FDR: false discovery rate; MNI: Montreal Neurological Institute; M1: primary motor cortex; SMA: supplementary motor area; dlPFC: dorsolateral prefrontal cortex; HP: hippocampus; PHP: parahippocampus, PCN: precuneus; pACC: pregenual anterior cingulate cortex; ACC: anterior cingulate cortex.

Compared with SHAM, ACUP only produced limited activations, including those in the right insula and right M1. In contrast, widespread deactivations were observed, including those in the somatosensory system (left supplementary motor area, bilateral frontal eye field), attentional system (right dlPFC), limbic system (left PAG, bilateral pACC, dmPFC, PHP, HP, and mammillary body), DMN (right supramarginal gyrus, angular gyrus, bilateral dmPFC, PHP, and HP), bilateral thalamus, cerebellar anterior lobe, and lateral occipital gyrus (P < 0.05, FDR < 0.05, Table 4, Figures 7 and 8).

Table 4.

fMRJ signal changes in the comparison of ACUP minus SHAM (ACUP compared with SHAM) paired t-test analysis P < 0.05, FDR < 0.05.

BA Cluster sizes Peak Z-score Peak MNI coordinate
X Y Z
Left SMA 6 97 −3.75 −24 12 60
Left frontal eye field 8 76 −3.45 −20 10 80
Right insular 13 160 3.79 39 9 9
Right M1 149 3.54 54 10 11
Right frontal eye field 8 54 −3.34 23 −10 70
Right dlPFC 38 42 −3.57 −54 12 −8
Left HP 24 234 −4.46 −12 −24 −6
Left PHP 23 121 −3.89 −10 −22 0
Left mammillary body 23 111 −3.65 −16 −19 22
Left thalamus 56 −2.79 12 34 0
Right PCC 21 76 −4.01 −3 −6 30
Left ACC 45 −2.58 4 5 −45
Right supramarginal gyrus 40 387 −4.34 57 −54 24
Right angular gyrus 22 134 −3.78 60 −34 20
Right precuneus 42 145 −3.89 45 −20 −30
Right thalamus 13 84 −4.09 24 −27 4
Right insular 76 −3.75 23 30 10
Right PHP 35 81 −4.06 24 −24 −18
Right HP 28 45 −3.06 30 −10 −29
Left dmPFC 24 99 −3.78 0 33 18
Left PAG 31 117 −4.31 −9 −48 37
Right cerebellar anterior lobe 234 −4.76 9 −60 40
Left cerebellar anterior lobe 320 −4.32 −18 56 33
Lateral occipital gyrus 10 87 −3.54 2 33 −18

FDR: false discovery rate; MNI: Montreal Neurological Institute; SMA: supplementary motor area; dlPFC: dorsolateral prefrontal cortex; HP: hippocampus; PHP: parahippocampus; pACC: pregenual anterior cingulate cortex; ACC: anterior cingulate cortex; dmPFC: dorsomedial prefrontal cortex.

4. Discussion

To the best of our knowledge, this is the first fMRI study to investigate how acupuncture modulates the brain networks in experimental ALBP subjects. Behaviorally, we delivered similar pain to every subject in accordance with the ALBP model, whereas, compared with SHAM, ACUP showed stronger acupuncture sensations and weaker pain sensations, suggesting that acupuncture alleviated ALBP. As previously found, our fMRI analysis showed that ACUP induced more deactivations but less activations compared with pain status and SHAM. Furthermore, these deactivations in the ALBP subjects were mostly in the regions of the limbic system and DMN, including the antinociceptive and affective (pACC, PAG, aMCC, mammillary body, and dmPFC) and memory (DMN and mammillary body) related brain regions [16]. In contrast, the activations in the ALBP subjects were found in the attentional (dmPFC, dlPFC, pMCC, and right insula) and somatosensory system (right S1, M1, and insula) related regions compared with baseline [10]. Therefore, our results showed that multiple brain networks play important roles in modulating ALBP.
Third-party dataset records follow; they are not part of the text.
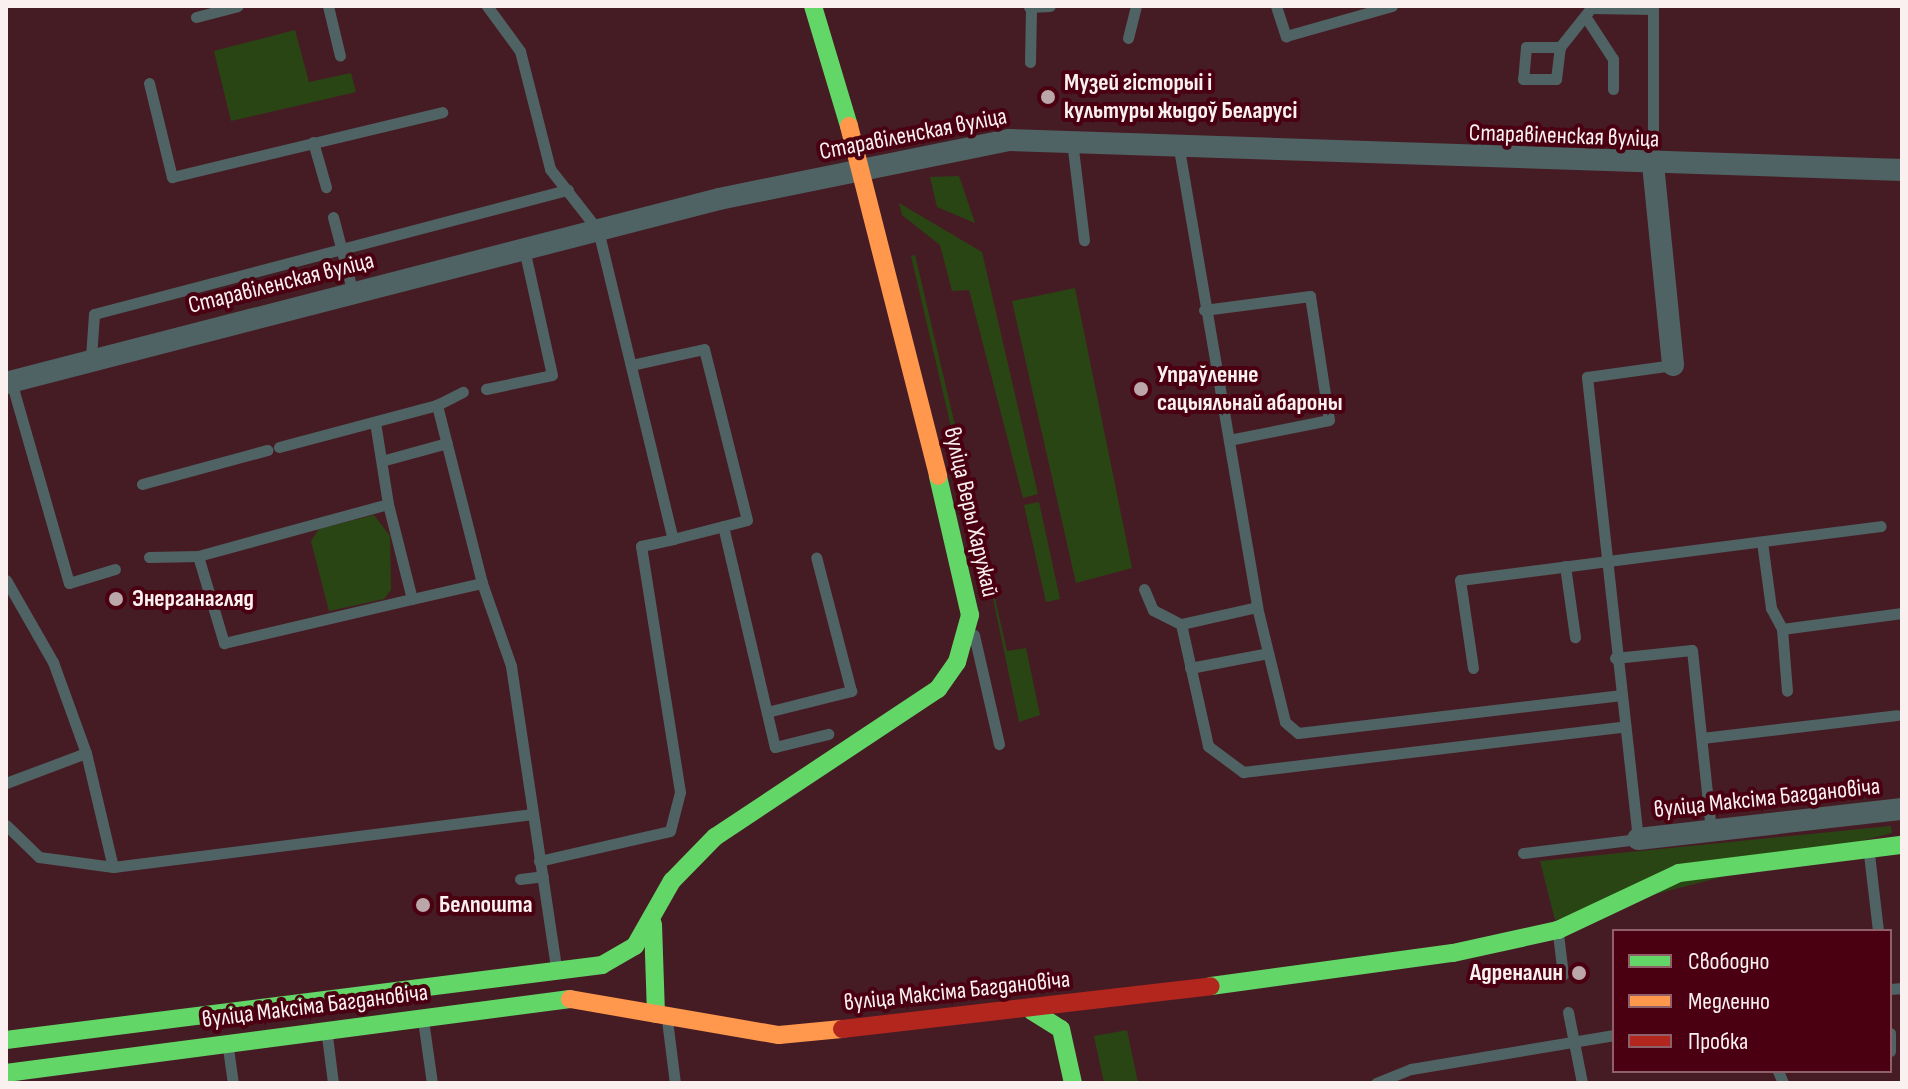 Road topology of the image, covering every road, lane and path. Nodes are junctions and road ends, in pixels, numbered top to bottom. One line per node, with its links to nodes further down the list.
1 (238, 6): 12 (lane)
2 (328, 6): 15 (lane)
3 (487, 6): 27 (lane)
4 (813, 6): 25 (main road, вуліца Веры Харужай)
5 (1050, 6): 10 (lane)
6 (1136, 6): 13 (lane)
7 (1276, 6): 8 (lane)
8 (1392, 6)
9 (1653, 7): 11 (lane); 23 (lane)
10 (1030, 9): 16 (lane)
11 (1585, 16): 14 (lane); 18 (lane)
12 (196, 17)
13 (1128, 38)
14 (1560, 47)
15 (340, 56)
16 (1030, 62)
17 (149, 83): 21 (lane)
18 (1613, 89)
19 (442, 112): 21 (lane)
20 (1072, 137): 22 (street, Старавіленская вуліца); 25 (street, Старавіленская вуліца); 30 (lane)
21 (313, 142): 26 (lane)
22 (1178, 143): 23 (street, Старавіленская вуліца); 34 (lane)
23 (1653, 164): 24 (street, Старавіленская вуліца); 37 (street)
24 (1902, 170)
25 (863, 171): 29 (street, Старавіленская вуліца); 64 (main road, вуліца Веры Харужай)
26 (326, 187)
27 (568, 190): 29 (lane); 32 (lane)
28 (333, 217): 32 (lane)
29 (598, 230): 31 (street, Старавіленская вуліца); 36 (lane)
30 (1084, 240)
31 (524, 249): 33 (street, Старавіленская вуліца); 39 (lane)
32 (342, 250): 33 (lane); 35 (lane)
33 (353, 293): 35 (street, Старавіленская вуліца)
34 (1204, 310): 43 (lane); 43 (lane)
35 (91, 357): 38 (street, Старавіленская вуліца)
36 (631, 365): 48 (lane); 50 (lane)
37 (1673, 365): 55 (lane)
38 (9, 382): 57 (lane)
39 (486, 389)
40 (463, 392): 41 (lane)
41 (437, 405): 42 (lane); 44 (lane)
42 (375, 422): 45 (lane); 46 (lane)
43 (1229, 440): 62 (lane)
44 (447, 443): 45 (lane); 59 (lane)
45 (385, 460): 47 (lane)
46 (142, 484)
47 (388, 504): 52 (lane); 61 (lane)
48 (723, 526): 50 (lane); 74 (lane)
49 (1881, 526): 51 (lane)
50 (673, 539): 90 (lane)
51 (1762, 542): 55 (lane); 66 (lane)
52 (198, 556): 53 (lane); 61 (lane)
53 (149, 557)
54 (816, 557): 74 (lane)
55 (1604, 561): 56 (lane); 69 (lane)
56 (1565, 566): 67 (lane); 71 (lane)
57 (115, 569)
58 (6, 580): 80 (lane)
59 (482, 583): 61 (lane); 83 (lane)
60 (1144, 589): 65 (lane)
61 (412, 599)
62 (1257, 607): 65 (lane); 68 (lane)
63 (1902, 613): 66 (lane)
64 (970, 615): 79 (lane); 94 (main road, вуліца Веры Харужай)
65 (1181, 624): 70 (lane)
66 (1782, 629): 72 (lane)
67 (1575, 637)
68 (1268, 653): 70 (lane); 73 (lane)
69 (1615, 658): 73 (lane); 78 (lane)
70 (1190, 668): 76 (lane)
71 (1473, 668)
72 (1787, 691)
73 (1620, 695): 76 (lane)
74 (767, 712): 77 (lane)
75 (1897, 715): 78 (lane)
76 (1622, 727): 86 (lane)
77 (828, 734)
78 (1702, 738): 85 (lane)
79 (999, 744)
80 (86, 753): 81 (lane); 91 (lane)
81 (6, 783)
82 (1896, 810): 85 (street, вуліца Максіма Багдановіча)
83 (533, 814): 90 (lane); 91 (lane)
84 (6, 825): 91 (lane)
85 (1711, 831): 86 (street, вуліца Максіма Багдановіча)
86 (1638, 839): 89 (lane)
87 (1902, 845): 88 (main road, вуліца Максіма Багдановіча)
88 (1868, 849): 95 (lane); 96 (main road, вуліца Максіма Багдановіча)
89 (1523, 853)
90 (539, 861): 92 (lane)
91 (113, 867)
92 (543, 876): 93 (lane); 98 (lane)
93 (520, 879)
94 (653, 924): 97 (main road, вуліца Веры Харужай); 104 (main road)
95 (1878, 929)
96 (1558, 930): 99 (lane); 101 (main road, вуліца Максіма Багдановіча)
97 (602, 965): 98 (main road, вуліца Максіма Багдановіча)
98 (557, 973): 100 (main road, вуліца Максіма Багдановіча)
99 (1563, 975)
100 (322, 998): 106 (main road, вуліца Максіма Багдановіча); 107 (lane)
101 (1087, 1003): 102 (main road, вуліца Максіма Багдановіча); 120 (main road)
102 (1032, 1011): 104 (main road, вуліца Максіма Багдановіча); 119 (main road)
103 (1568, 1012): 110 (lane)
104 (662, 1015): 105 (main road, вуліца Максіма Багдановіча); 118 (lane)
105 (423, 1018): 107 (main road, вуліца Максіма Багдановіча); 117 (lane)
106 (109, 1026): 109 (main road, вуліца Максіма Багдановіча); 112 (main road)
107 (326, 1031): 111 (main road, вуліца Максіма Багдановіча); 116 (lane)
108 (1612, 1035): 110 (lane)
109 (6, 1040)
110 (1573, 1041): 121 (lane); 122 (lane)
111 (227, 1044): 112 (main road, вуліца Максіма Багдановіча); 115 (lane)
112 (117, 1058): 114 (main road, вуліца Максіма Багдановіча)
113 (6, 1073): 114 (main road, вуліца Максіма Багдановіча)
114 (47, 1075)
115 (233, 1083)
116 (333, 1083)
117 (432, 1083)
118 (675, 1083)
119 (1073, 1083)
120 (1083, 1083)
121 (1376, 1083)
122 (1582, 1083) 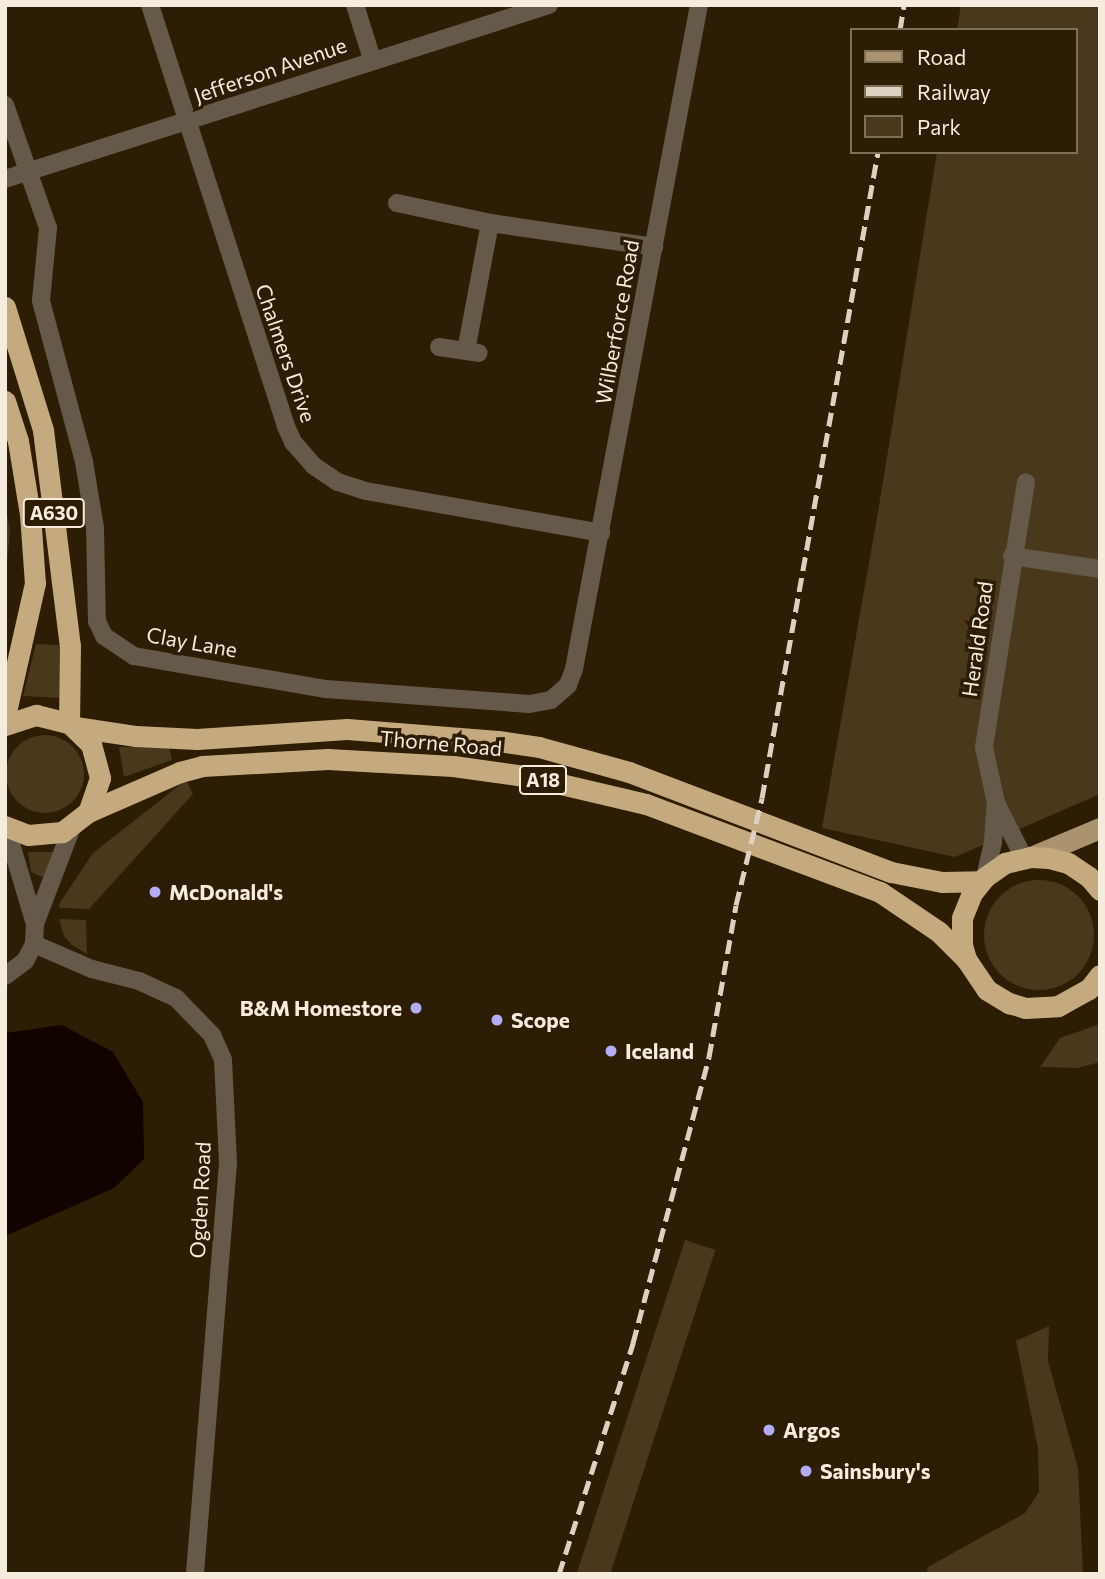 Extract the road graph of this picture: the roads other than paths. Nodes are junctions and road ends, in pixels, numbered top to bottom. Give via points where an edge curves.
1 (149, 5) edge
2 (355, 5) edge
3 (549, 5) edge
4 (699, 5) edge
5 (372, 59) junction
6 (5, 105) edge
7 (187, 122) junction
8 (30, 171) junction
9 (5, 179) edge
10 (397, 203) dead end
11 (490, 222) junction
12 (654, 247) junction
13 (5, 307) edge
14 (439, 347) dead end
15 (5, 401) edge
16 (1026, 482) dead end
17 (601, 533) junction
18 (1012, 556) junction
19 (1100, 569) edge
20 (579, 647) joint
21 (5, 716) edge
22 (5, 725) edge
23 (72, 725) junction
24 (996, 803) junction
25 (88, 811) junction
26 (6, 826) edge
27 (72, 827) junction
28 (1100, 828) edge
29 (1028, 857) junction
30 (983, 879) junction
31 (1100, 890) edge
32 (35, 924) junction
33 (34, 944) junction
34 (966, 959) junction
35 (1100, 975) edge
36 (5, 976) edge
37 (1100, 1004) edge
38 (1058, 1006) junction
39 (195, 1574) edge

1 - 7 street, Chalmers Drive
2 - 5 street
3 - 5 street, Jefferson Avenue
4 - 12 street, Wilberforce Road
5 - 7 street, Jefferson Avenue
6 - 8 street, Clay Lane
7 - 8 street, Jefferson Avenue
7 - 17 street, Chalmers Drive via 285,424 293,442 314,466 338,482 366,491
8 - 9 street, Jefferson Avenue
8 - 20 street, Clay Lane via 48,228 41,301 84,461 95,528 97,621 104,636 134,656 326,689 529,704 551,700 568,685
10 - 11 street
11 - 12 street
11 - 14 street via 473,352
12 - 17 street, Wilberforce Road
13 - 23 highway, A630 via 43,430 70,646
15 - 21 highway, A630 via 18,441 35,583
16 - 18 street, Herald Road
17 - 20 street, Wilberforce Road
18 - 19 street
18 - 24 street, Herald Road via 984,747
22 - 23 highway, Thorne Road via 36,715
23 - 25 highway via 91,744 99,766 98,790
23 - 30 highway, Thorne Road / A18 via 136,736 197,738 347,729 540,747 629,772 891,872 942,882
24 - 29 street, Herald Road
24 - 30 street, Herald Road via 993,842
25 - 27 highway
25 - 34 highway, Thorne Road / A18 via 202,766 328,759 453,766 531,777 646,804 880,892 939,932
26 - 27 highway via 39,836
26 - 32 street
27 - 32 street
28 - 29 main road, A18
29 - 30 highway, A18 via 1005,863
29 - 31 highway via 1068,863
30 - 34 highway, A18 via 962,918
32 - 33 street
33 - 36 street via 25,961
33 - 39 street, Ogden Road via 92,970 139,981 176,998 212,1035 223,1060 228,1163
34 - 38 highway, A18 via 987,990 1009,1003 1041,1009
35 - 38 highway via 1082,993
37 - 38 highway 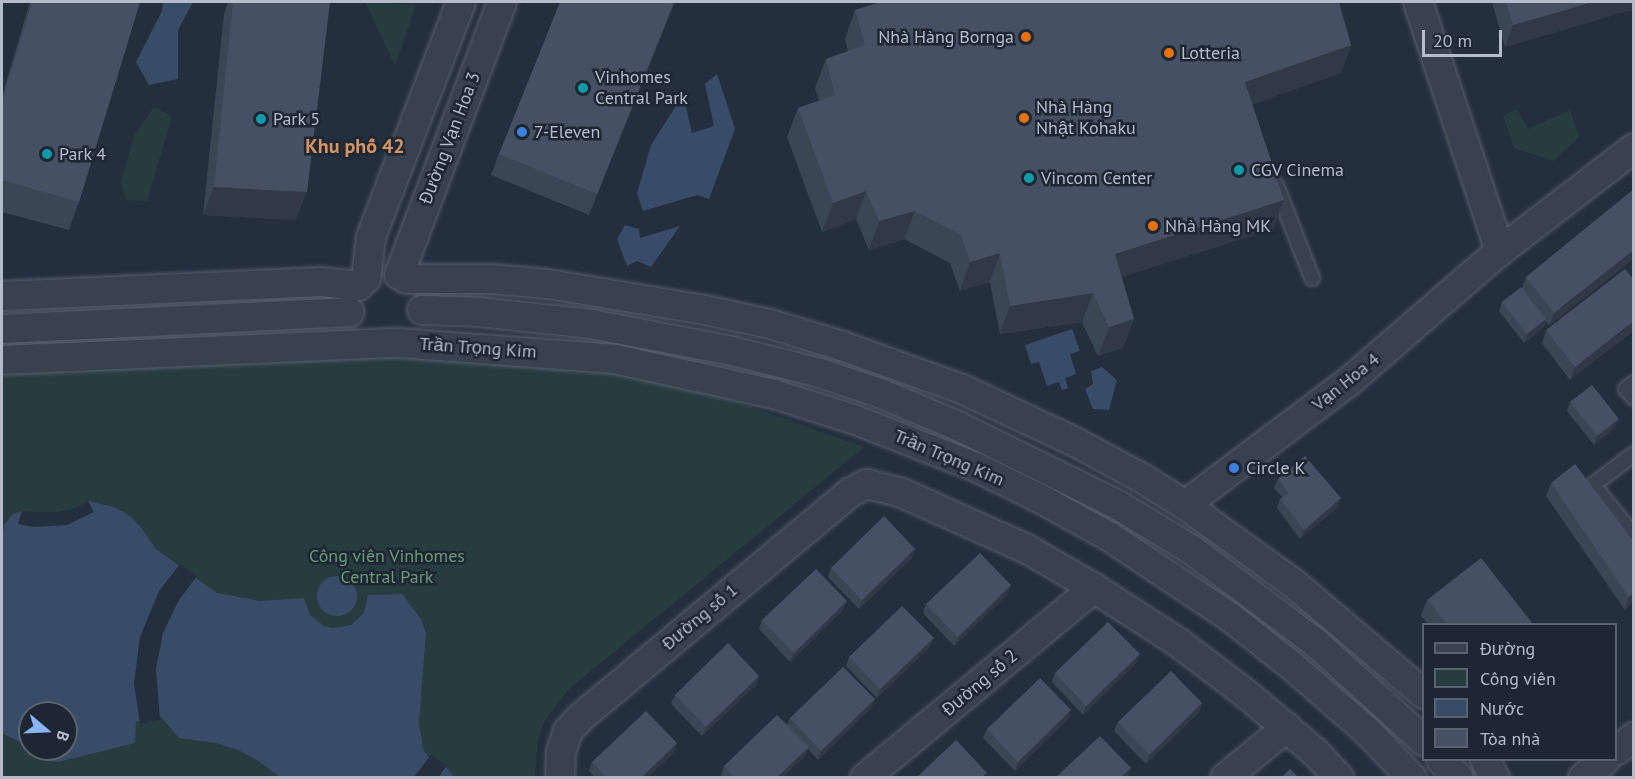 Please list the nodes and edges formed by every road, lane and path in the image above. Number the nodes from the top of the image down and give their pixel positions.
1 (461, 2) edge
2 (502, 2) edge
3 (1418, 2) edge
4 (1634, 148) edge
5 (1270, 169) edge
6 (1500, 251) junction
7 (403, 277) junction
8 (1312, 278) dead end
9 (362, 282) junction
10 (2, 296) edge
11 (422, 310) junction
12 (350, 312) junction
13 (2, 329) edge
14 (386, 343) junction
15 (2, 360) edge
16 (1634, 383) edge
17 (1634, 398) edge
18 (1634, 454) edge
19 (1185, 505) junction
20 (1634, 536) edge
21 (1094, 588) junction
22 (1422, 692) edge
23 (1287, 727) junction
24 (1634, 737) edge
25 (1422, 739) edge
26 (1617, 750) edge
27 (1443, 761) edge
28 (1486, 761) edge
29 (1603, 761) edge
30 (559, 773) edge
31 (865, 777) edge
32 (1225, 777) edge
33 (1339, 777) edge
34 (1412, 777) edge
35 (1459, 777) edge
36 (1495, 777) edge
37 (1583, 777) edge

1 - 9 street
2 - 7 street, Đường Vạn Hoa 3
3 - 6 street
4 - 6 street, Vạn Hoa 4
5 - 8 lane
6 - 19 street, Vạn Hoa 4
7 - 9 street
7 - 11 street, Trần Trọng Kim
7 - 19 street
9 - 10 street
9 - 12 street
11 - 14 street, Trần Trọng Kim
11 - 25 street, Trần Trọng Kim
12 - 13 street
12 - 14 street
14 - 15 street, Trần Trọng Kim
14 - 34 street, Trần Trọng Kim
16 - 17 lane
18 - 20 lane
19 - 22 street
21 - 23 street
21 - 30 street, Đường số 1
21 - 31 street, Đường số 2
23 - 32 street
23 - 33 street
24 - 26 street
27 - 35 street
28 - 36 street
29 - 37 street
4.1. The Network Change in the Pain Status

Similar to other pain stimulation research, the results indicated higher ReHo values in some areas of the brain network. The right mPFC, right middle frontal gyrus, right insula, and right PCN are included in the pain matrix, which has a strong relationship with pain. Different parts of the matrix play different roles in the generation and transmission of pain; for example, S1 and S2 are associated with algesthesia, while the insular cortex and anterior cingulate are associated with the emotional component of pain [9]. The higher ReHo values in the pain matrix represented the pain state via the ALBP model. The mPFC is associated with the processing of emotional information and mediates the functional interactions among the brain regions that participate in pain processing [19, 20], whereas PCN is likely involved in the shifting of attention between different spatial locations [21]. Therefore, changes in ReHo may reflect pain accompanied by the processing of emotionally intense information.

ACC participates in pain perception and integration of the sensory, attentional, and cognitive components of pain [22, 23]. The decrease of ReHo in ACC suggests a reduction in efficient pain processing or compensatory damage in functionally relevant regions such as the prefrontal cortex and caudate [24]. Pain is well documented to potentially interrupt cognition and sustained attention to a direct action toward a painful stimulus or threat [25]. The insula is an important component of the pain system, and its functions involve judgment about potential dangers [26]. The results showed higher ReHo values in the right insula, possibly indicating an increase in the judgment function and evasive actions during the pain state; because the insula also participates in learning and memory regarding pain [27], the higher ReHo values in the insula indicate increased function. The ACC and insula exhibited higher ReHo values in the pain matrix during experimental LBP. The negative correlations between ACC and the insula were enhanced, suggesting that the anterior insula reduces the response to peripheral nociceptive stimuli via a self-control function.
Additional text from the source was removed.